Division Two featured mostly reserves teams (which were not permitted in Division One) from clubs from Kent and the adjacent area whose first team played in Division One and other higher ranked leagues. There was a League Cup competition for the teams in the section.
===Division Two===

The league featured seventeen clubs (including one non-reserve team, Snowdown Colliery Welfare), thirteen of which had competed in the division the previous season together with four additional clubs
- Sheppey United R, returning following a one season absence
- Canterbury City R joined from the Kent County Amateur League
- Deal Town R joined from the Kent County Amateur League
- Thanet United R, formerly Margate R, joined from the Kent County Amateur League

The division was won by returnees Sheppey United R who completed a league and cup double.

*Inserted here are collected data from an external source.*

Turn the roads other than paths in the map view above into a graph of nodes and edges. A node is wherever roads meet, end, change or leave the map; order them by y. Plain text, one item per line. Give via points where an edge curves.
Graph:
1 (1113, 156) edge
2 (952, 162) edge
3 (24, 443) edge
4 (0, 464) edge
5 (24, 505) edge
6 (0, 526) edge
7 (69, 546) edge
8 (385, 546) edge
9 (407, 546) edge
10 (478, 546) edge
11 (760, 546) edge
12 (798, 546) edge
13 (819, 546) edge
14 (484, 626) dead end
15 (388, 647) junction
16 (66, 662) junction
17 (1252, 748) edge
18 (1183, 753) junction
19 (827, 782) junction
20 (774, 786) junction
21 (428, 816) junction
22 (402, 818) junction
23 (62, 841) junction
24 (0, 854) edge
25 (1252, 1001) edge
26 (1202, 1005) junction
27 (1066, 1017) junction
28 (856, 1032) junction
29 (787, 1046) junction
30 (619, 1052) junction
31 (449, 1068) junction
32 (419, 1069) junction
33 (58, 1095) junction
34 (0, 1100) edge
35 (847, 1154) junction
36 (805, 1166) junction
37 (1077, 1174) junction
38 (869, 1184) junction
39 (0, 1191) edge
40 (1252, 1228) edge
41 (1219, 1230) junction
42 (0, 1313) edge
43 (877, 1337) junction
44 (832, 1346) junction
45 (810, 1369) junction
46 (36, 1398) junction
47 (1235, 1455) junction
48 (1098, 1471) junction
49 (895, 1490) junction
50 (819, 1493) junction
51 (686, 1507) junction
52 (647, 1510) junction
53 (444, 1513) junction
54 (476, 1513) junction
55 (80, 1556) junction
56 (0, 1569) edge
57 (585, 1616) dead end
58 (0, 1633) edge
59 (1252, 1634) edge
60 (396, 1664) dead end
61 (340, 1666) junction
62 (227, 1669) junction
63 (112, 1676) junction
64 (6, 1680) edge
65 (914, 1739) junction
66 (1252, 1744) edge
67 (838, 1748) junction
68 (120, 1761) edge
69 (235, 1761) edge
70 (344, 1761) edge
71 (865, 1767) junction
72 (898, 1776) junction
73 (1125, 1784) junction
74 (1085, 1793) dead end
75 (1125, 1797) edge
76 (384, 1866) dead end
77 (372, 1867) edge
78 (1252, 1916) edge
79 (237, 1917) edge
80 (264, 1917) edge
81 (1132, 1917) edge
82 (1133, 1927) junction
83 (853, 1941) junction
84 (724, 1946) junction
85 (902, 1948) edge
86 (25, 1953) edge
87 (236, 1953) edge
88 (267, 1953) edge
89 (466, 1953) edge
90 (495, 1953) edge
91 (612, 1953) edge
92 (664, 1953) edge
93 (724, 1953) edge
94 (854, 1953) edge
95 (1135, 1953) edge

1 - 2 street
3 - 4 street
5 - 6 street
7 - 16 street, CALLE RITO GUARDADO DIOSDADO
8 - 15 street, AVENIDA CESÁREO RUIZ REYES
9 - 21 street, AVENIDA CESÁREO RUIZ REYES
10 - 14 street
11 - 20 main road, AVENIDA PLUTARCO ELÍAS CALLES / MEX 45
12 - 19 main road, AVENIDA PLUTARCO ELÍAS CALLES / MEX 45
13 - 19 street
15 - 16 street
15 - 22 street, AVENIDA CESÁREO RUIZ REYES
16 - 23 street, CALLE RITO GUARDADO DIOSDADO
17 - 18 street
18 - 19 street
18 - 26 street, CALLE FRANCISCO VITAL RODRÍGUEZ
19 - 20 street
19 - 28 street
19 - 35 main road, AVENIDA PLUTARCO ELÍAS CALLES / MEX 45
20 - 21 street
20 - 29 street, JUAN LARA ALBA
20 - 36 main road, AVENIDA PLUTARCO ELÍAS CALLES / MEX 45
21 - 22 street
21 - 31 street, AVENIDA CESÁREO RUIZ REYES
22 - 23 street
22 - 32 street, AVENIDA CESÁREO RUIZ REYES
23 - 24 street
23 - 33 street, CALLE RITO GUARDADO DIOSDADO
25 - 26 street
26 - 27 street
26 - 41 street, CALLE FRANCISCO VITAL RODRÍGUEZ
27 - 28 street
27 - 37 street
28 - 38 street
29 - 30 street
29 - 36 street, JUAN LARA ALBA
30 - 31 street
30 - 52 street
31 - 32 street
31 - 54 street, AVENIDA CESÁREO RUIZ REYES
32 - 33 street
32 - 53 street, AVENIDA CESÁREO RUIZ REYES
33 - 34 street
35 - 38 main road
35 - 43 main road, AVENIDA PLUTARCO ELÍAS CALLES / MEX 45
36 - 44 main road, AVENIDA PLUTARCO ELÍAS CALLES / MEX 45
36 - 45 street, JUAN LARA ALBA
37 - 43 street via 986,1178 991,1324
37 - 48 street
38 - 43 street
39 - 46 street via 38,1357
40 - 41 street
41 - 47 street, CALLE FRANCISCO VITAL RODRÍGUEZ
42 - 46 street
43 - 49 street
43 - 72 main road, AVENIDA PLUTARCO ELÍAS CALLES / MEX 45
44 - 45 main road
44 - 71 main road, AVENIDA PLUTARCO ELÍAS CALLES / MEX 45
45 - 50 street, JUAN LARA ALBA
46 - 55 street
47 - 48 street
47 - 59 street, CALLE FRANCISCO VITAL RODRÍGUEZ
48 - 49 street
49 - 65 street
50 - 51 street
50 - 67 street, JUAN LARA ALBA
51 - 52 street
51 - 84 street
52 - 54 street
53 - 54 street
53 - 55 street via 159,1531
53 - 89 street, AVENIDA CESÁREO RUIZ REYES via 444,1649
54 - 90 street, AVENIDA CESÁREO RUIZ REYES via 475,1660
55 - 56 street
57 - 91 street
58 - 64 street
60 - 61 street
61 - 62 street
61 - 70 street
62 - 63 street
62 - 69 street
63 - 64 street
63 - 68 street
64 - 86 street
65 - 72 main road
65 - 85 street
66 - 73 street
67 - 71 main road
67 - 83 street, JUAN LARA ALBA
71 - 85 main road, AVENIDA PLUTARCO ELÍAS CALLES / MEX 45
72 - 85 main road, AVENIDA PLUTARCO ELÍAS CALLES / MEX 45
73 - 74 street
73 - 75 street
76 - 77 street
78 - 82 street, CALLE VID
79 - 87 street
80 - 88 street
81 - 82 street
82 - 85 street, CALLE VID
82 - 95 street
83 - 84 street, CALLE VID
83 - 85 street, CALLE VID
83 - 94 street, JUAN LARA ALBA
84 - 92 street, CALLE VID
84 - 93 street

At the end of the season Hastings United R folded and left the league and both bottom clubs, Deal Town R and Whitstable Town R were re-elected to continue their membership of the division.

====League Table====

| Pos | Team | Pld | W | D | L | GF | GA | GD | Pts | Season End Notes |
| 1 | Sheppey United R | 32 | 23 | 6 | 3 | 77 | 25 | +52 | 75 |  |
| 2 | Ashford Town R | 32 | 19 | 6 | 7 | 61 | 37 | +24 | 63 |
| 3 | Erith & Belvedere R | 32 | 19 | 4 | 9 | 61 | 33 | +28 | 61 |
| 4 | Fisher Athletic R | 31 | 19 | 8 | 4 | 79 | 28 | +51 | 56 |
| 5 | Faversham Town R | 32 | 15 | 6 | 11 | 71 | 56 | +15 | 51 |
| 6 | Herne Bay R | 31 | 14 | 8 | 9 | 69 | 55 | +14 | 50 |
| 7 | Hythe Town R | 32 | 14 | 6 | 12 | 53 | 46 | +7 | 48 |
| 8 | Snowdown Colliery Welfare | 32 | 12 | 7 | 13 | 44 | 47 | −3 | 43 |
| 9 | Hastings United R | 32 | 12 | 6 | 14 | 43 | 53 | −10 | 42 | Resigned, club folded |
| 10 | Sittingbourne R | 32 | 12 | 7 | 13 | 72 | 61 | +11 | 40 |  |
| 11 | Darenth Heathside R | 32 | 10 | 9 | 13 | 53 | 47 | +6 | 39 |
| 12 | Folkestone R | 32 | 10 | 7 | 15 | 51 | 76 | −25 | 37 |
| 13 | Chatham Town R | 32 | 8 | 12 | 12 | 41 | 49 | −8 | 36 |
| 14 | Thanet United R | 32 | 8 | 7 | 17 | 39 | 56 | −17 | 31 |
| 15 | Canterbury City R | 32 | 7 | 6 | 19 | 46 | 71 | −25 | 27 |
| 16 | Deal Town R | 32 | 7 | 5 | 20 | 34 | 87 | −53 | 26 | Re-elected |
| 17 | Whitstable Town R | 32 | 5 | 4 | 23 | 30 | 97 | −67 | 19 |

===Division Two Cup===
The 1984–85 Kent Football League Division Two Cup was won by Sheppey United R, who defeated Fisher Athletic R in the final, and completed a league and cup double.